EXERCISE AIM
Scan the entries for the word "Ramp". Every line that has it should be copied.

Saved data entries
==============================

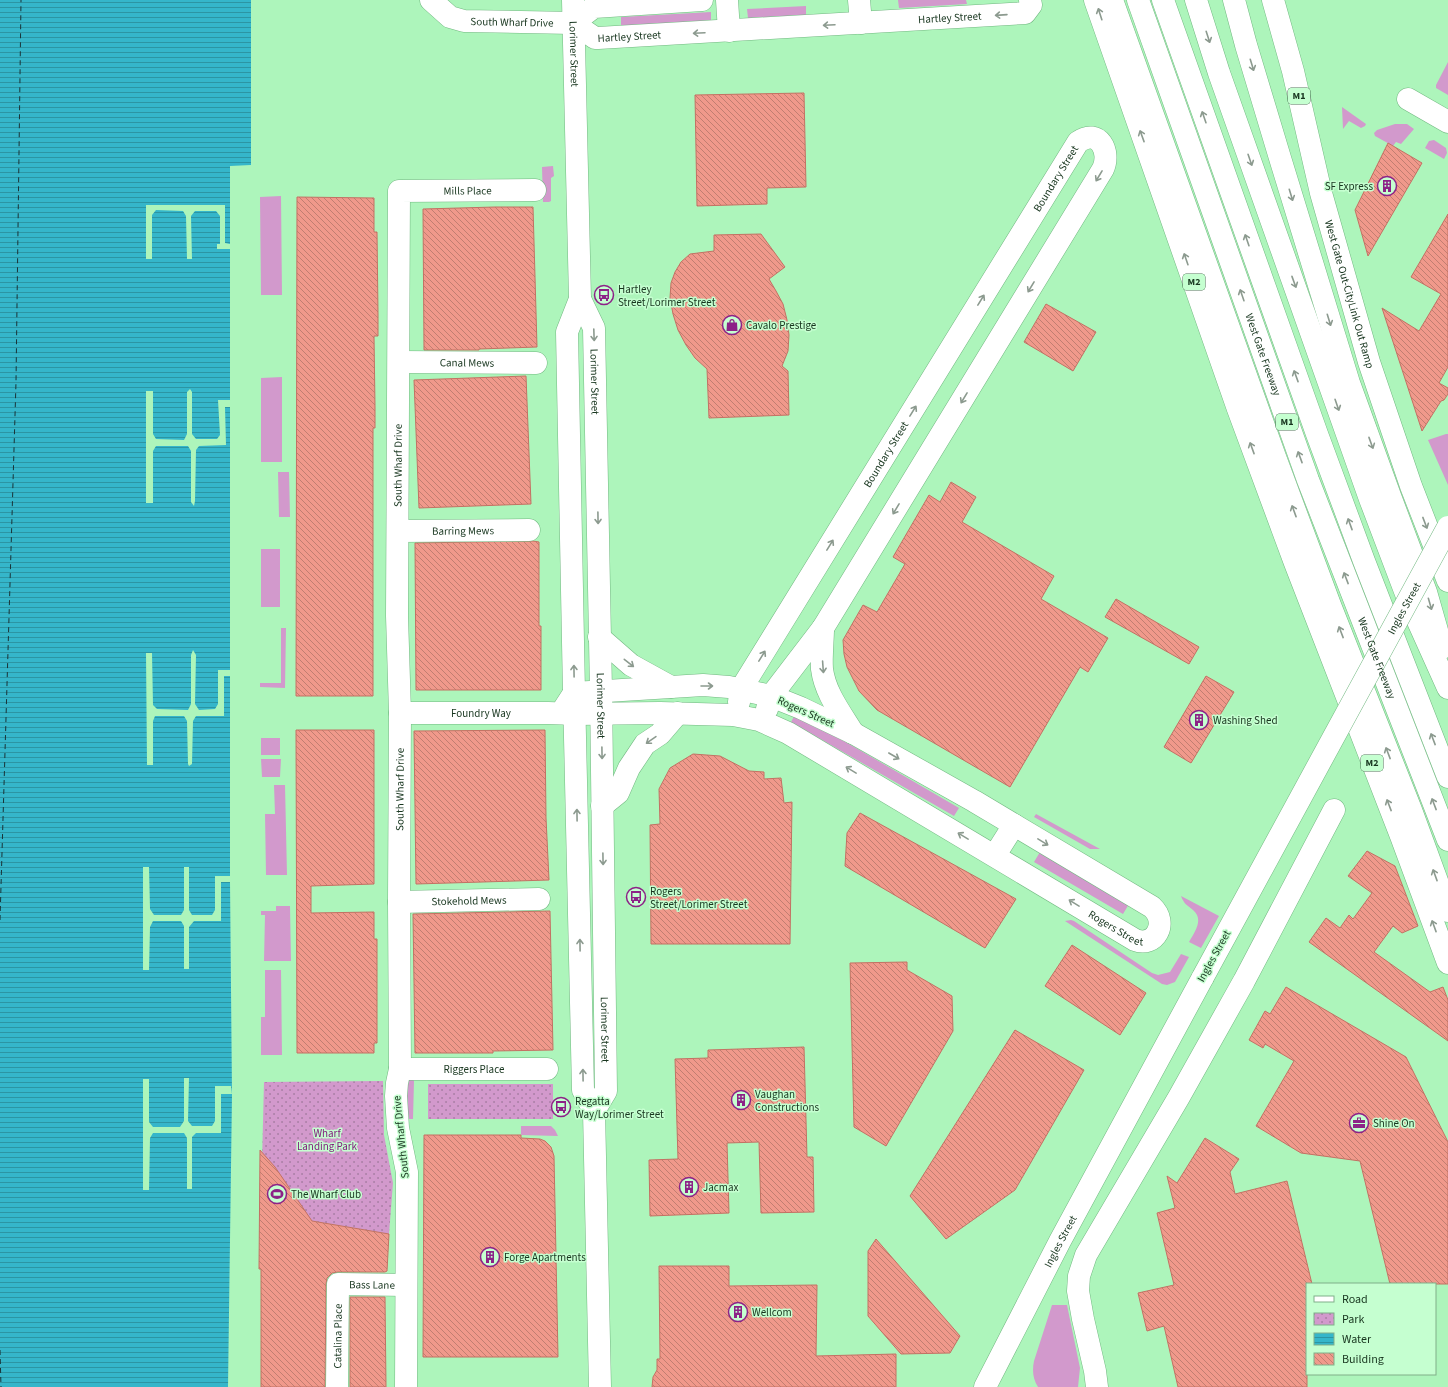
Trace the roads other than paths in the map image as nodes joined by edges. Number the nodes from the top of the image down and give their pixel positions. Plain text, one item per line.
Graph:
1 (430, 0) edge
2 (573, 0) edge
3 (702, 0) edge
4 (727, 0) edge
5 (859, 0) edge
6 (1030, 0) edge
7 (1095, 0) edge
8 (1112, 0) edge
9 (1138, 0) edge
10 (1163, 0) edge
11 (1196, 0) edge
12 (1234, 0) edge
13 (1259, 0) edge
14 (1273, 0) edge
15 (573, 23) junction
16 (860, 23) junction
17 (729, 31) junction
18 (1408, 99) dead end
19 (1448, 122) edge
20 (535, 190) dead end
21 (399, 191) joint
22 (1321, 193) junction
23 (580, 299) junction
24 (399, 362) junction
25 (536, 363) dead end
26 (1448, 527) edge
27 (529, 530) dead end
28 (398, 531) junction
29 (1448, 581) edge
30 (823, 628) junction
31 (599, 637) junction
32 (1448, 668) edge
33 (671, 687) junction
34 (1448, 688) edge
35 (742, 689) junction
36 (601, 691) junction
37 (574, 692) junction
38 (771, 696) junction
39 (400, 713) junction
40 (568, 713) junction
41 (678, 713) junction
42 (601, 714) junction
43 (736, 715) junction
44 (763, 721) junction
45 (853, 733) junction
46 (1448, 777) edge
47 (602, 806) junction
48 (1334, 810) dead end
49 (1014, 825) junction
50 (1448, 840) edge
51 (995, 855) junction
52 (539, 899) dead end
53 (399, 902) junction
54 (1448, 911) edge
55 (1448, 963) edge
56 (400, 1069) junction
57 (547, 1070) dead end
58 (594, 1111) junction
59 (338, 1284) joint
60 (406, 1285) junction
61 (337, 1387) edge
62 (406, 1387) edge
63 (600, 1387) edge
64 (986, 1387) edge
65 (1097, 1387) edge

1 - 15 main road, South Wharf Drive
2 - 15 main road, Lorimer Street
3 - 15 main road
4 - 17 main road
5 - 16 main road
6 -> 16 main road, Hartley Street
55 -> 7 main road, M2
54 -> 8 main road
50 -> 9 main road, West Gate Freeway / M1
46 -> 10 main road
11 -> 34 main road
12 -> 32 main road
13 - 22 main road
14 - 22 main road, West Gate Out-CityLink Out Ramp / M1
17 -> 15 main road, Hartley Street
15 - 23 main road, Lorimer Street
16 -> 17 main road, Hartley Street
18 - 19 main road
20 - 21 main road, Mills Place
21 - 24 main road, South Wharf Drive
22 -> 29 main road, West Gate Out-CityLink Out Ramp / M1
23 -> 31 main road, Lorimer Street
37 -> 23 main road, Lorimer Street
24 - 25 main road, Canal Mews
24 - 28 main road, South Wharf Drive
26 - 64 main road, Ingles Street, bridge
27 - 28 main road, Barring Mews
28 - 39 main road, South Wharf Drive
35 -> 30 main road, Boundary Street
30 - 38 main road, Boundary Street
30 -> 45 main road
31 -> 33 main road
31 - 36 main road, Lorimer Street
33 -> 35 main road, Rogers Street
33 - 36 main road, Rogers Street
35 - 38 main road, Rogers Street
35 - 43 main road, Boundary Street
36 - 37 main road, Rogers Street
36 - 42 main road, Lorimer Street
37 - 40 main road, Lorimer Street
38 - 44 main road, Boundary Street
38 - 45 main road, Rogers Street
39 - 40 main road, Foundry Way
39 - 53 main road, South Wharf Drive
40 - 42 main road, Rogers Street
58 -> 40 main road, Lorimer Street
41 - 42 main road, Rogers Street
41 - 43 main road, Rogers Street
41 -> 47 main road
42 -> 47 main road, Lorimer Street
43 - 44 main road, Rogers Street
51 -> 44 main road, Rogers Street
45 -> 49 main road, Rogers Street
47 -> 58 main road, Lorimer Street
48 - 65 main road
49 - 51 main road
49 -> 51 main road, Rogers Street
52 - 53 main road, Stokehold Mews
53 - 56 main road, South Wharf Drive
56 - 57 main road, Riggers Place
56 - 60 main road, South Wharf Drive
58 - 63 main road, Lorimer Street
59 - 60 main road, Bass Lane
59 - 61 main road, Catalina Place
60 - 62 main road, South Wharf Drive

==============================

RESULT OF THIS TASK
14 - 22 main road, West Gate Out-CityLink Out Ramp / M1
22 -> 29 main road, West Gate Out-CityLink Out Ramp / M1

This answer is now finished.